- _Task prompt_
This task calls for copying every line in the data below that contains the word "strokeStyle".

[Saved data entries]
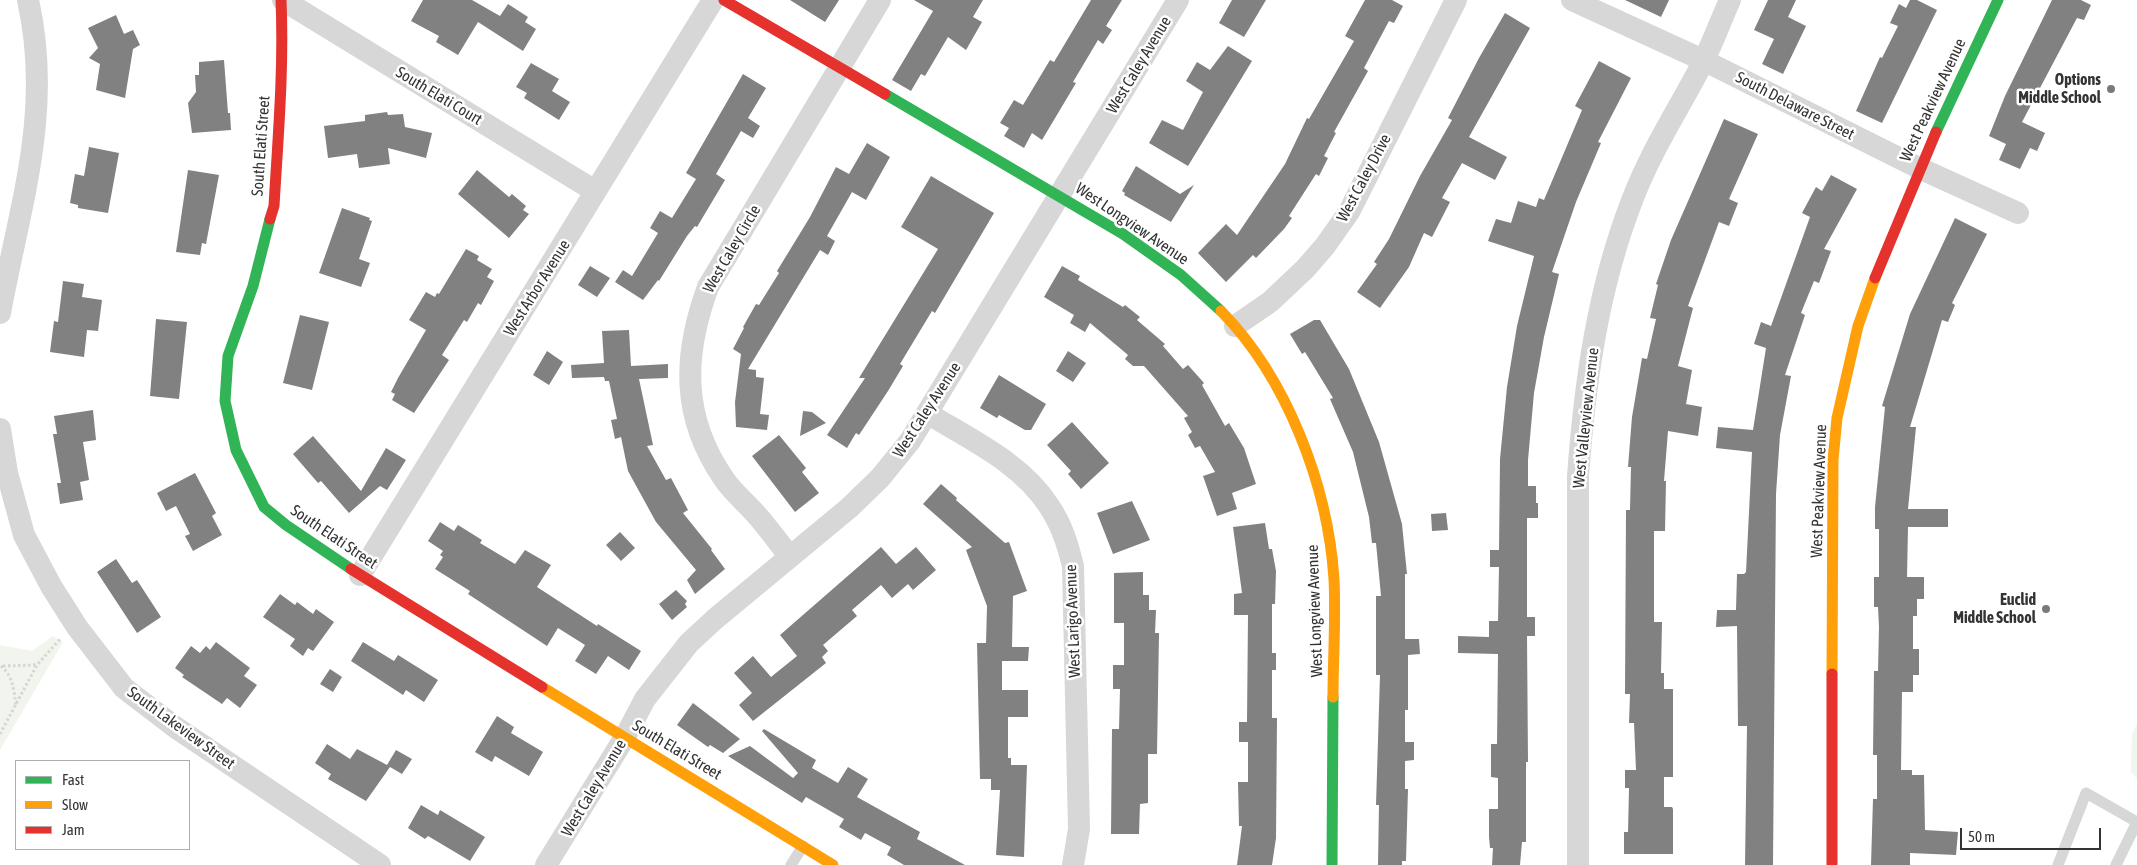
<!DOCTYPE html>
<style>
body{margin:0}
#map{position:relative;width:2137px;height:865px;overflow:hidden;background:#fff;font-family:"Asap Condensed",sans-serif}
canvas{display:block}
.legend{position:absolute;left:15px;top:760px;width:175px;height:90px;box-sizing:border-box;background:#fff;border:1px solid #adadad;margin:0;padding:6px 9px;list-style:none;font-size:15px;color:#333}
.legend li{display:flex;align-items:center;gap:10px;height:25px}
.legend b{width:25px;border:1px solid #adadad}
.scale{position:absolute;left:1960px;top:828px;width:141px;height:22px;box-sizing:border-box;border:2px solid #333;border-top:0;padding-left:6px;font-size:15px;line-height:18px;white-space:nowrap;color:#333;-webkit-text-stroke:4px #fff;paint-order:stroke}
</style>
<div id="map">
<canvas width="2137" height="865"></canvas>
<ul class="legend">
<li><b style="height:6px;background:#30b455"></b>Fast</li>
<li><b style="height:6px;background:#ff9f0a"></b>Slow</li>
<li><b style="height:6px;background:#e5322d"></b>Jam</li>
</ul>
<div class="scale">50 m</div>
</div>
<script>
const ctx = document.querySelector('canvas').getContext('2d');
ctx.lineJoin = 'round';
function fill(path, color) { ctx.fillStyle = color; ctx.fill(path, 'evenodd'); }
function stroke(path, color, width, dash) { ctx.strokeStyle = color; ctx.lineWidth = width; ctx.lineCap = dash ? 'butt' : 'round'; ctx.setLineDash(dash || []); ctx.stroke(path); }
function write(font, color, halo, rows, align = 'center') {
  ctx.font = font + ' "Asap Condensed",sans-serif'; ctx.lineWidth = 5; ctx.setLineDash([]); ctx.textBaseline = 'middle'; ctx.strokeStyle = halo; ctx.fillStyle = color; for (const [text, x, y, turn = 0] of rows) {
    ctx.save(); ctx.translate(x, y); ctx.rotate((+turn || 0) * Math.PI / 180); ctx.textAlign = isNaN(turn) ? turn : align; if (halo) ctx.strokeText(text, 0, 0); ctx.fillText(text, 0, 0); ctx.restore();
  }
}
fill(new Path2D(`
 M53,636L63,642L0,750V645L32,651Z
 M2137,724V778L2131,772L2132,734Z`), '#f1f5ed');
fill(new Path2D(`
 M423,0H472L500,16L508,4L528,17L525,22L536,29L523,51L478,22L458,55L436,42L439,36L411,21Z
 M790,0H839L825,22Z
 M914,0H983L973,17L982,22L966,50L948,37L925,76L921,74L911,91L892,80L933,11Z
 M1091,0H1122L1106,26L1112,30L1103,44L1098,40L1073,82L1076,83L1042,140L1032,133L1024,148L1004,136L1009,128L1000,123L1014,100L1023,105L1050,60L1054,62Z
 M1232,0H1266L1244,37L1219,23Z
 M1365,0H1392L1403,6L1394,23L1389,21L1364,68L1368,71L1334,132L1336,133L1324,156L1328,158L1319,176L1316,174L1289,216L1292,218L1284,229L1256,258L1253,255L1226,282L1198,253L1226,224L1237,235L1285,164L1307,118L1309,119L1354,41L1345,36Z
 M1625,0H1669L1661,17Z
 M1768,0H1796L1788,17L1806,26L1783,74L1762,64L1774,39L1754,30Z
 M1910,0H1917L1937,10L1882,123L1856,111L1880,57L1882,58L1898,26L1890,23L1899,4L1906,8Z
 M2052,0H2081L2091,5L2084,20L2077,18L2022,122L2045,133L2037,151L2030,148L2020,169L1999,160L2006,144L1989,136L2005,96Z
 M1505,13L1530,28L1469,137L1507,157L1495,180L1462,163L1442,198L1450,202L1432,237L1424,233L1409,267L1380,308L1357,292L1377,264L1374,262L1389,239L1420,176L1452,120L1448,118L1479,58Z
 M116,15L124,34L133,30L140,45L133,49L125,98L96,90L100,64L89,58L98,48L88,28Z
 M1228,46L1252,61L1188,166L1149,143L1162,120L1183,130L1203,92L1186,81L1197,62L1210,70Z
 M224,60L228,113H230L231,130L192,133L188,103L196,92L195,75H199V62Z
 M1599,61L1631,78L1598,142L1601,143L1576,202L1552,272L1559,274L1544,337L1534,393L1528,460V486H1536V503H1538V518H1527V617H1535V636H1527L1528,762H1526V842H1522L1520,865H1492L1493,848H1490L1489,837V809H1498V778L1491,777V744H1497L1498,654L1458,653V636L1489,637V621H1498L1499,567H1490V550H1499L1500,459L1507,387L1517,326L1534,256L1488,241L1496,219L1511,223L1518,201L1536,207L1539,198L1544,200L1582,110L1575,106Z
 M531,63L559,79L552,91L570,102L559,120L524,98L527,93L516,87Z
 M743,74L766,88L748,118L760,126L753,138L741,131L716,174L725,180L697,227L695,226L687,236L659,281L658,280L643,300L615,282L623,270L632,276L658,233L650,228L660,211L672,218L696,179L686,173Z
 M387,112L388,115L403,114L405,127L432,133L426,158L388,148L390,164L359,168L357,154L328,158L324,126L365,121V115Z
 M1724,119L1758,134L1729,199L1738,203L1729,226L1719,222L1688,306L1693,308L1678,366L1692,370L1686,404L1702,407L1698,436L1668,431L1664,481H1666L1665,531H1654V622H1662L1661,673H1664V689H1673V777H1664V807H1672L1673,809V854H1624V832H1628L1629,788H1625V770H1636L1634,723H1629L1630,694H1625L1626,510H1630L1631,467H1628L1632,417L1642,358L1647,359L1656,319L1650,318L1658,285L1656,284L1671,240Z
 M867,143L890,157L866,200L852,192L827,236L835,241L828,255L820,250L748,369L756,370V377L764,378L760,414L769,415L767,430L736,427L735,402L741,354L733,349L744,328L743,327L756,304L759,305L779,273L777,271L810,217L836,167L849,174Z
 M89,147L119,153L108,213L78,208V205L70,203L75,174L84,176Z
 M1136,166L1180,194L1194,185L1171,222L1124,195L1125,193L1122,191Z
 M188,170L219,175L206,244L202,243L200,255L176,252Z
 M477,170L509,197L512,194L526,206L523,210L529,214L509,238L458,194Z
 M1831,175L1857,189L1824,249L1831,251L1819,283L1814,281L1801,313L1805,315L1785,375L1791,376L1780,435L1776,494L1773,865H1745L1747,726H1738L1737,626L1716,627L1717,610H1736L1737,574H1744L1746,572L1752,452L1716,448L1718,427L1753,430L1766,348L1754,344L1761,322L1771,326L1810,217L1802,213L1816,187L1822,191Z
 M931,176L994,213L935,313L932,311L900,364L903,366L888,391L859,435L856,433L847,448L827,435L865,378H859L938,249L901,227Z
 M342,208L370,218L369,220L372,221L359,259L370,263L361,287L319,273Z
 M1955,218L1987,234L1952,303L1955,305L1948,322L1942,320L1910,427H1916L1908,509H1948V527H1908L1907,577H1924V599H1917V616H1913V649H1919V675H1913V692H1902L1901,770H1912V775H1924L1925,830L1958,832L1956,855L1910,853V865H1871L1873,799H1877V755H1873L1874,671H1878L1879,627L1878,607H1874V577H1879V529H1875V507L1885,407L1882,406L1910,314Z
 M466,249L479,256L477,260L492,269L487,277L494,281L481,305L478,303L467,322L464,320L442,355L449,360L414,413L392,400L395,394L391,392L398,378L426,330L409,320L426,292L435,297L437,293L439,294Z
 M590,266L610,278L597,297L578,285Z
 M1062,266L1080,276L1078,280L1123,307L1125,305L1140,317L1137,320L1165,344L1163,346L1183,369L1188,365L1204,383L1202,385L1225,426L1229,423L1244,448L1256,484L1232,493L1237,509L1217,516L1203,476L1215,472L1200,446L1195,448L1188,435L1192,432L1184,418L1188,416L1144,366H1133L1125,359L1128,355L1090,323L1085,332L1070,323L1074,315L1044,297Z
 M63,281L84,284L82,297L102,300L98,331L87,330L84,357L50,352L54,321L58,322Z
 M300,315L329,322L312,390L283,383Z
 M156,319L187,322L179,399L150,396Z
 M1314,320H1320L1349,369L1379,442L1402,524L1407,574H1405V639H1419L1420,654L1408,655V710H1405V742H1414V760L1405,761V789H1408L1406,861H1402V865H1378L1379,805H1376L1380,675H1376V596H1381L1376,543H1372L1369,517L1353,452L1330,399L1333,398L1305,352L1302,354L1290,334Z
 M629,330L631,366L668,364V378L639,379L653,445L647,446L666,480L671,478L688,510L683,513L712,549L711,550L725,569L695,594L687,580L696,570L656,522L628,471L621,437L615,439L611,420L617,419L609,381H605L604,377L572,378L571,365L604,363L602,331Z
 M547,351L563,362L549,385L533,375Z
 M1068,351L1086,363L1073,382L1056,371Z
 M999,375L1046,404L1031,430H1025L999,415L997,418L980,408Z
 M93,410L96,440L83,442L89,480L80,482L83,500L60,504L57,483H61L53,434H57L54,416Z
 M803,411L812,412L826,423L800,436Z
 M1072,422L1109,463L1081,489L1068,474L1071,471L1047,445Z
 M779,435L806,468L802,472L819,493L795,512L752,456Z
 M313,436L361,491L386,448L406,460L387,490L380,486L349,513L321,481L318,483L293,454Z
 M195,473L216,513L212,516L222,535L193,551L185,536L190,534L176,506L166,511L157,493Z
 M941,484L957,498L956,500L1005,543L1009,542L1027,591L1013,596L1012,647H1029L1028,661H1002V690H1028V717H1008V758H1011V765H1027L1024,857L996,855L1000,790H991V779H980L977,643H986L987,606L966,550L972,547L923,504Z
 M1132,501L1150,540L1113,554L1097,513Z
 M1446,513L1448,530L1432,531L1431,514Z
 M440,522L454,531L458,525L482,540L480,543L515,564L525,550L551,565L537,587L597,626L598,624L641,651L629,670L608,656L596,674L575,661L585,645L558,628L547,646L468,594L470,591L435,569L443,557L440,555L443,551L428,541Z
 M1265,523L1269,549H1272L1276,571L1275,604H1272V653H1276V670H1272V718H1277L1276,838L1272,865H1237L1242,826H1239L1238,782H1248V742H1239V722H1247L1248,615H1234V594L1242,593L1233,527Z
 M620,532L635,548L621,561L606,545Z
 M881,547L896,564L916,547L936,570L913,590L908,584L892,598L881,585L852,610L857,616L823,645L828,651L822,657L826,663L753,721L739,705L752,693L734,673L753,656L771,677L797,656L780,635Z
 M116,559L132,583L137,580L161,617L137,633L97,572Z
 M1143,572V595H1149V610H1156L1155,633H1159L1157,754H1148V803L1140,804L1139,834H1111L1112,729H1119L1120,689H1113V665H1124V623H1114V573Z
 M676,590L687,601L685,604L687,607L672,620L659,604Z
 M280,594L295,605L297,602L313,614L316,609L334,622L313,651L308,648L303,656L290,646L295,639L263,617Z
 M216,642L250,668L244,676L257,685L240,708L227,698L222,704L182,677L184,675L175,668L191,646L200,653L206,646L210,650Z
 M363,642L394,661L398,655L438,680L424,702L406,690L403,695L351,661Z
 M330,669L342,677L333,692L320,684Z
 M693,703L740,739L723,753L710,745L708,747L677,725Z
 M497,716L514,727L511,733L543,752L529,776L495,756L492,762L475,752Z
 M764,729L816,760L812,768L838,783L848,767L868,779L857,797L920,832L917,839L965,865H904L887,855L891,847L865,833L861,840L839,827L844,819L806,797L802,803L728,756L750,746L793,778L798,773L762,731Z
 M327,744L350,759L357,749L387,765L396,750L412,759L402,774L390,767L366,801L328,779L331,774L315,763Z
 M421,805L438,815L440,810L485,837L470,861L428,836L425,839L408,828Z`), '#818181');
stroke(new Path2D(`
 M1,666C13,676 14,690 16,706
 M3,666L37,665
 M0,734L37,665L61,638`), '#d6d6d6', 3, [2.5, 2.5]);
stroke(new Path2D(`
 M791,865L803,846
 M2058,865L2086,793L2137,822L2116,865`), '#d7d7d7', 11);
stroke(new Path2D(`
 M283,0L595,191
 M1572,0L1703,60L1919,168L2018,213
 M0,313C20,204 53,112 28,0
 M1235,326L1270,302L1305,269L1325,246L1349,212L1456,0
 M927,413C969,439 1022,463 1049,506C1062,525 1068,545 1073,566L1079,829L1073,865
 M0,429L7,473L24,535L51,586L77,627L124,688L175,727L380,865
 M790,557C778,542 767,526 754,512C744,501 732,491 724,479C681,417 683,355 708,287L880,0
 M360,575L713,0
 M546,865L625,737L645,699L689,643L715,619L849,508L880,478L910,441L1178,0
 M1578,865V476C1585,381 1598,287 1633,198C1651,151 1678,110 1701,66C1712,45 1720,22 1730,0`), '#d7d7d7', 22);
stroke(new Path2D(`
 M885,94L1123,234L1181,275L1221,311
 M1936,132L1998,0
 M270,219L253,286L228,356L225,401L236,450L264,507L286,525L351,569
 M1332,865L1333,697`), '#30b455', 11);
stroke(new Path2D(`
 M1221,311C1287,378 1328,486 1334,579C1336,618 1333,658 1333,697
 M1832,674L1833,460L1837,418L1858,326L1875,278
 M542,687L833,865`), '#ff9f0a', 11);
stroke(new Path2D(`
 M724,0L885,94
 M270,219L274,206C278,137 284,69 281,0
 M1875,278L1936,132
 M351,569L542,687
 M1832,865V674`), '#e5322d', 11);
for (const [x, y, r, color] of [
 [2111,89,5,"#7a7a7a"],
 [2046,609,5,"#7a7a7a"]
]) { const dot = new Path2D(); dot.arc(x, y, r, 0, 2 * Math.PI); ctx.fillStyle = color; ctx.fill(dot); stroke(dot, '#fff', 2); }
write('16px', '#333', '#fff', [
 ["West Caley Avenue",1139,65,-59],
 ["South Elati Court",439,96,31],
 ["West Peakview Avenue",1933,100,-65],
 ["South Delaware Street",1795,106,27],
 ["South Elati Street",261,146,-86],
 ["West Caley Drive",1364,178,-62],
 ["West Longview Avenue",1132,224,34],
 ["West Caley Circle",732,249,-60],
 ["West Arbor Avenue",537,288,-58],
 ["West Caley Avenue",927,410,-57],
 ["West Valleyview Avenue",1586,418,-84],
 ["West Peakview Avenue",1819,491,-88],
 ["South Elati Street",334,537,34],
 ["West Longview Avenue",1315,611,-92],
 ["West Larigo Avenue",1073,621,-92],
 ["South Lakeview Street",181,728,36],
 ["South Elati Street",677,750,31],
 ["West Caley Avenue",594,788,-59]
]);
write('bold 16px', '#333', '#fff', [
 ["Options",2101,80],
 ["Middle School",2101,98],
 ["Euclid",2036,600],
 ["Middle School",2036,618]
], 'right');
</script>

- _Answer space_
function stroke(path, color, width, dash) { ctx.strokeStyle = color; ctx.lineWidth = width; ctx.lineCap = dash ? 'butt' : 'round'; ctx.setLineDash(dash || []); ctx.stroke(path); }
  ctx.font = font + ' "Asap Condensed",sans-serif'; ctx.lineWidth = 5; ctx.setLineDash([]); ctx.textBaseline = 'middle'; ctx.strokeStyle = halo; ctx.fillStyle = color; for (const [text, x, y, turn = 0] of rows) {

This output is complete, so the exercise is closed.